Si bien a veces no tenemos ni el tiempo suficiente ni las estructuras indicadas para poder ejercitarnos como es debido, con tan sólo caminar diariamente le aportamos unos cuantos beneficios a nuestra salud mental, espiritual y física:
- Caminar ayuda despejar la mente. Cuando se tiene algo que nos preocupa, con tan sólo caminar lento, respirar tranquilamente, disfrutar del paisaje y ver la gracia de las nubes podremos encontrarnos con nosotros mismos.
- Caminar es gratis, efectivo y práctico. Para salir a caminar, no se necesita habilidades, entrenamientos especiales ni invertir en equipos costosos.
- Una caminata constante, diaria y donde se vaya aumentando progresivamente tiempo, intensidad y recorrido ayudará en el control e incluso reducción del peso.
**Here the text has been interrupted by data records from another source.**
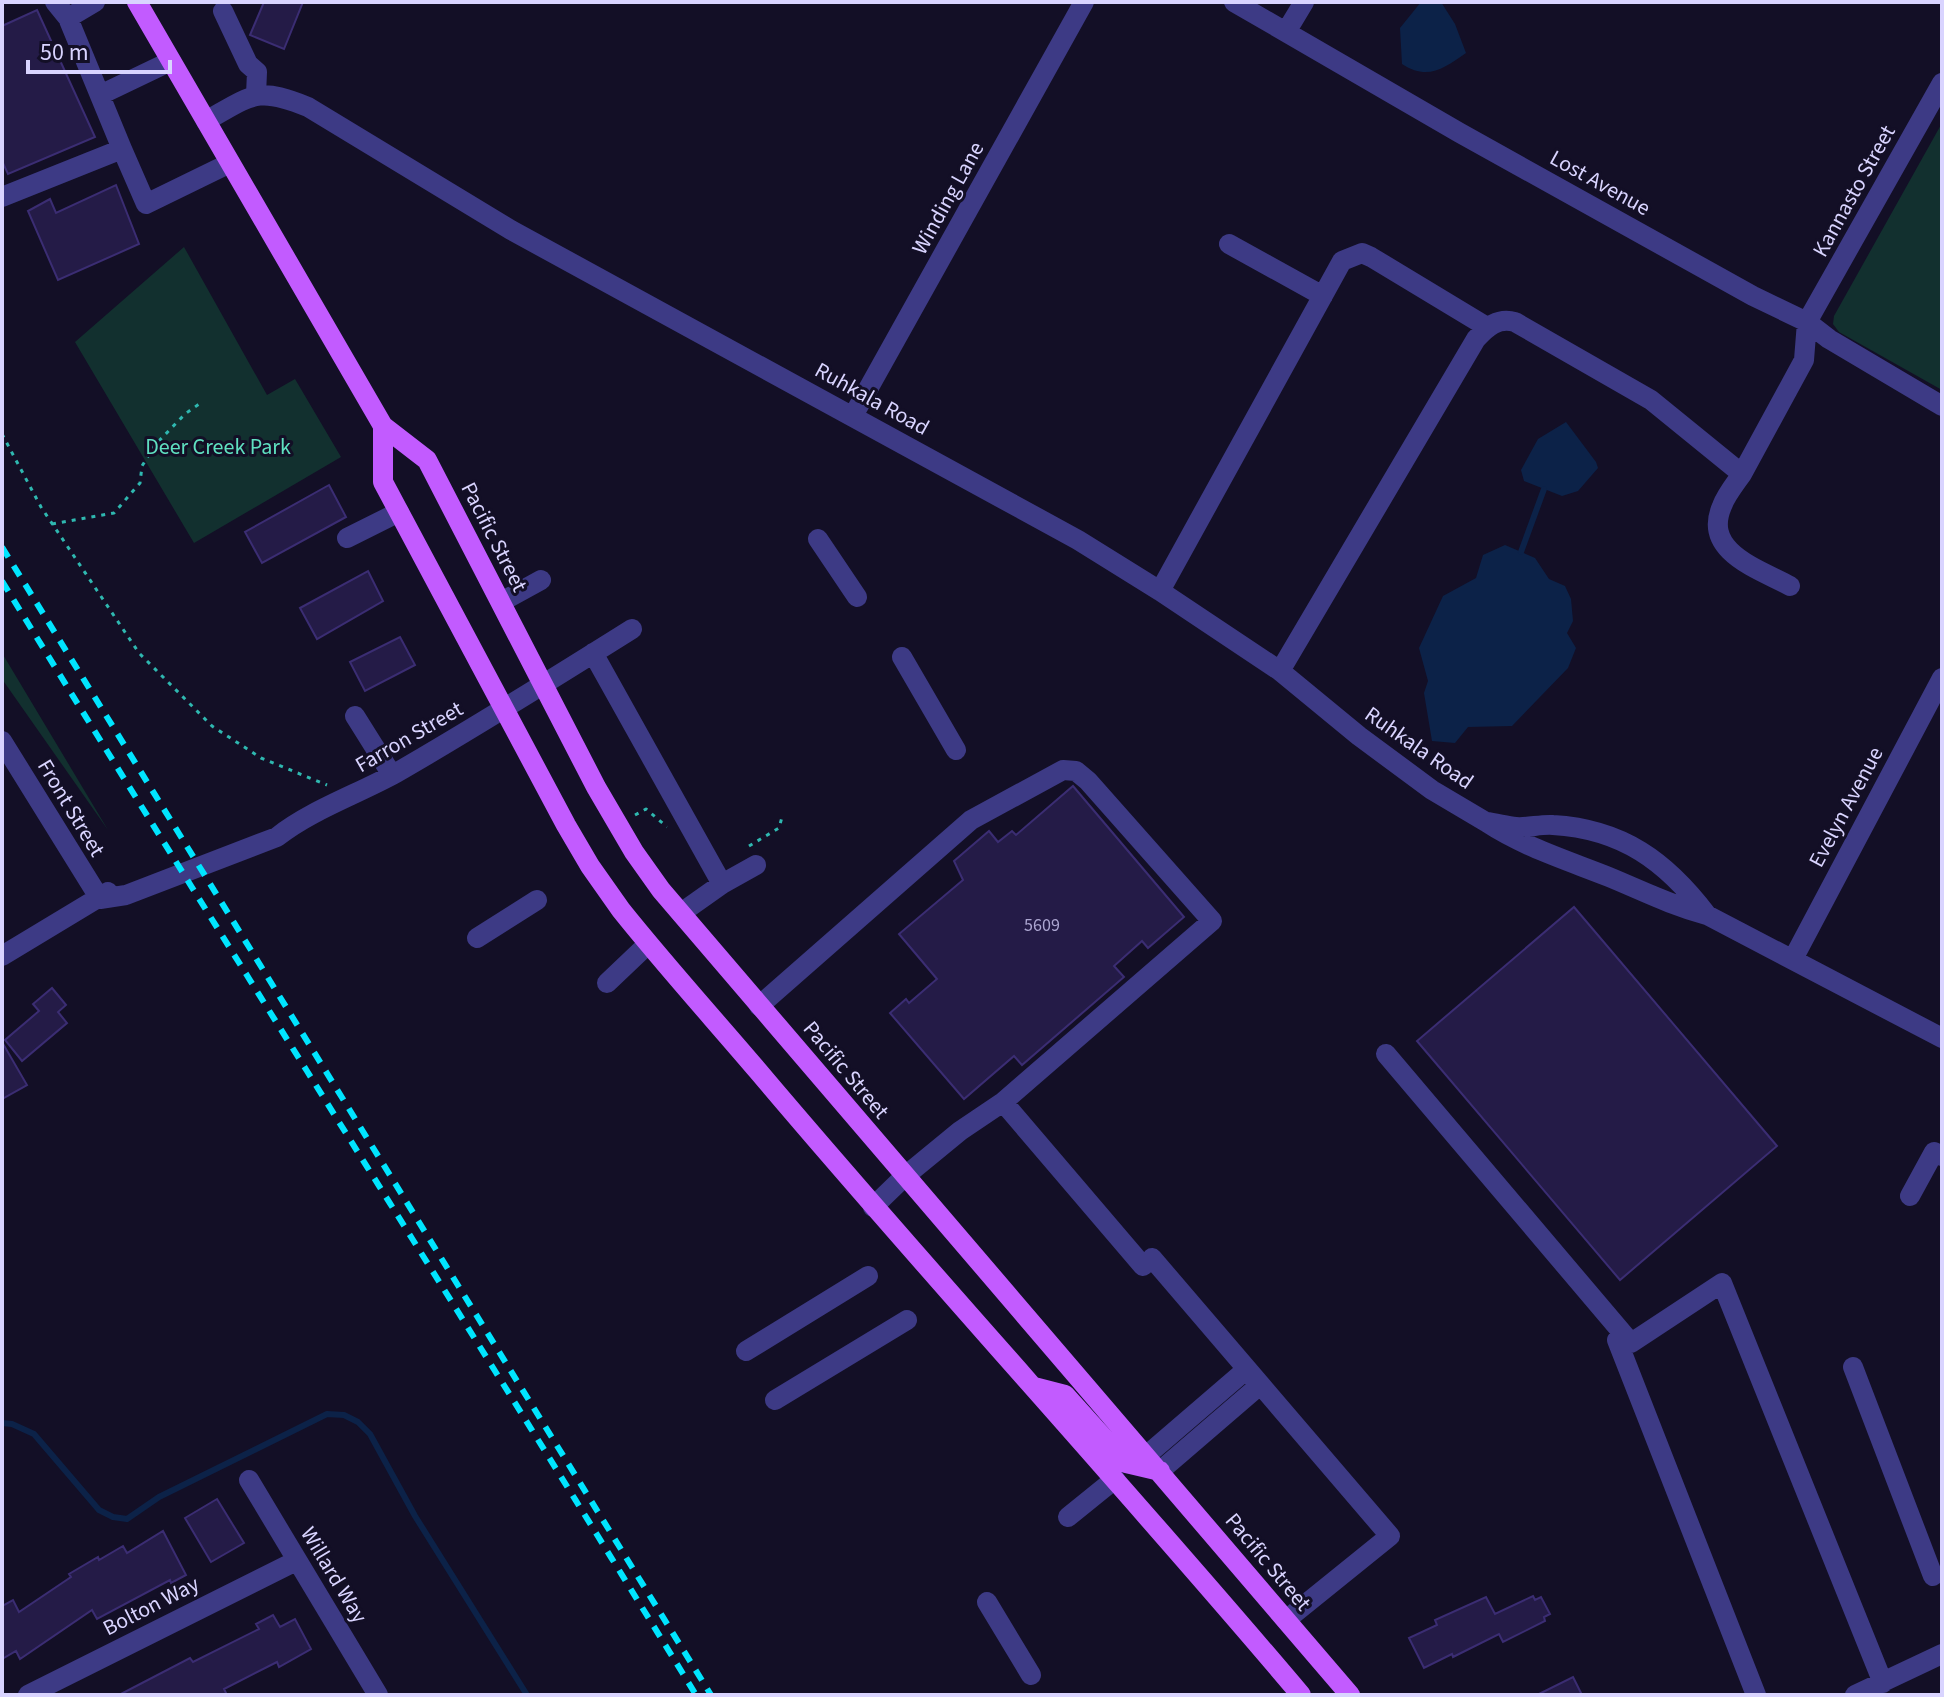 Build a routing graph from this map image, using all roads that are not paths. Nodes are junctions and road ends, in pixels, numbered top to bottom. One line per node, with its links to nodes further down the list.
1 (95, 2): 6 (street)
2 (137, 2): 9 (main road, Pacific Street)
3 (1084, 2): 22 (street, Winding Lane)
4 (1234, 2): 8 (street, Lost Avenue)
5 (1304, 2): 8 (street)
6 (62, 10): 11 (street)
7 (223, 11): 12 (street)
8 (1286, 32): 19 (street, Lost Avenue)
9 (171, 61): 11 (street); 13 (main road, Pacific Street)
10 (1942, 83): 19 (street, Kannasto Street)
11 (100, 95): 14 (street)
12 (256, 95): 13 (street); 22 (street, Ruhkala Road)
13 (206, 121): 15 (main road, Pacific Street)
14 (122, 149): 15 (street); 16 (street)
15 (230, 163): 23 (main road, Pacific Street)
16 (2, 197)
17 (1229, 244): 18 (street)
18 (1323, 296): 20 (street); 30 (street)
19 (1807, 322): 21 (street, Lost Avenue); 24 (street)
20 (1487, 327): 24 (street); 36 (street)
21 (1942, 406)
22 (853, 416): 30 (street, Ruhkala Road)
23 (383, 426): 25 (main road); 32 (main road, Pacific Street)
24 (1742, 474): 29 (street)
25 (399, 512): 26 (street); 39 (main road)
26 (347, 538)
27 (818, 539): 31 (street)
28 (541, 580): 32 (street)
29 (1790, 586)
30 (1160, 591): 36 (street, Ruhkala Road)
31 (857, 597)
32 (501, 602): 38 (main road, Pacific Street)
33 (632, 629): 34 (street, Farron Street)
34 (593, 653): 38 (street, Farron Street); 46 (street)
35 (902, 657): 42 (street)
36 (1280, 671): 44 (street, Ruhkala Road)
37 (1942, 678): 54 (street, Evelyn Avenue)
38 (544, 683): 39 (street, Farron Street); 49 (main road, Pacific Street)
39 (503, 708): 43 (street, Farron Street); 52 (main road)
40 (355, 716): 43 (street)
41 (2, 741): 47 (street, Front Street)
42 (956, 750)
43 (392, 775): 47 (street, Farron Street)
44 (1486, 822): 50 (street, Ruhkala Road); 50 (street, Ruhkala Road)
45 (756, 865): 46 (street)
46 (722, 884): 49 (street)
47 (100, 899): 53 (street, Farron Street)
48 (537, 900): 51 (street)
49 (681, 913): 56 (main road, Pacific Street)
50 (1707, 915): 54 (street, Ruhkala Road)
51 (477, 938)
52 (648, 944): 55 (street); 63 (main road)
53 (2, 956)
54 (1793, 959): 57 (street, Ruhkala Road)
55 (607, 983)
56 (759, 1006): 59 (street); 61 (main road, Pacific Street)
57 (1942, 1038)
58 (1386, 1054): 83 (street)
59 (1003, 1102): 61 (street); 69 (street)
60 (1942, 1156): 62 (street)
61 (904, 1177): 63 (street); 72 (main road, Pacific Street)
62 (1910, 1196)
63 (873, 1207): 70 (main road)
64 (868, 1276): 67 (street)
65 (907, 1320): 71 (street)
66 (1617, 1340): 89 (street)
67 (746, 1351)
68 (1853, 1367): 77 (street)
69 (1254, 1377): 72 (street); 79 (street)
70 (1034, 1387): 72 (main road); 73 (main road)
71 (775, 1400)
72 (1153, 1463): 79 (main road, Pacific Street)
73 (1115, 1479): 75 (street); 81 (main road)
74 (249, 1480): 76 (street, Willard Way)
75 (1068, 1517)
76 (296, 1561): 84 (street, Bolton Way); 85 (street, Willard Way)
77 (1933, 1576)
78 (987, 1602): 82 (street)
79 (1286, 1620): 88 (main road, Pacific Street)
80 (1942, 1654): 83 (street)
81 (1283, 1673): 86 (main road); 87 (main road)
82 (1031, 1675)
83 (1872, 1690)
84 (28, 1695)
85 (378, 1695)
86 (1288, 1695)
87 (1301, 1695)
88 (1350, 1695)
89 (1756, 1695)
- Ayuda al paciente hipertenso a disminuir su presión arterial sanguínea.
- Fortalece al corazón y ayuda a mejorar la circulación de todo el cuerpo.
- Por si fuera poco, caminar ayuda a disminuir el colesterol malo y aumentar el colesterol bueno.
- El movimiento libera endorfinas: Después de caminar te sentirás mejor.
- Puedes salir a caminar escuchando música y en espacios agradables a la vista. Eso te ayudará a reducir el estrés del día.
- Caminar acompañado resulta ideal, pues aparte de hacer el momento más agradable, compartirlo junto a tu pareja, amigo o algún familiar ayuda a afianzar nexos.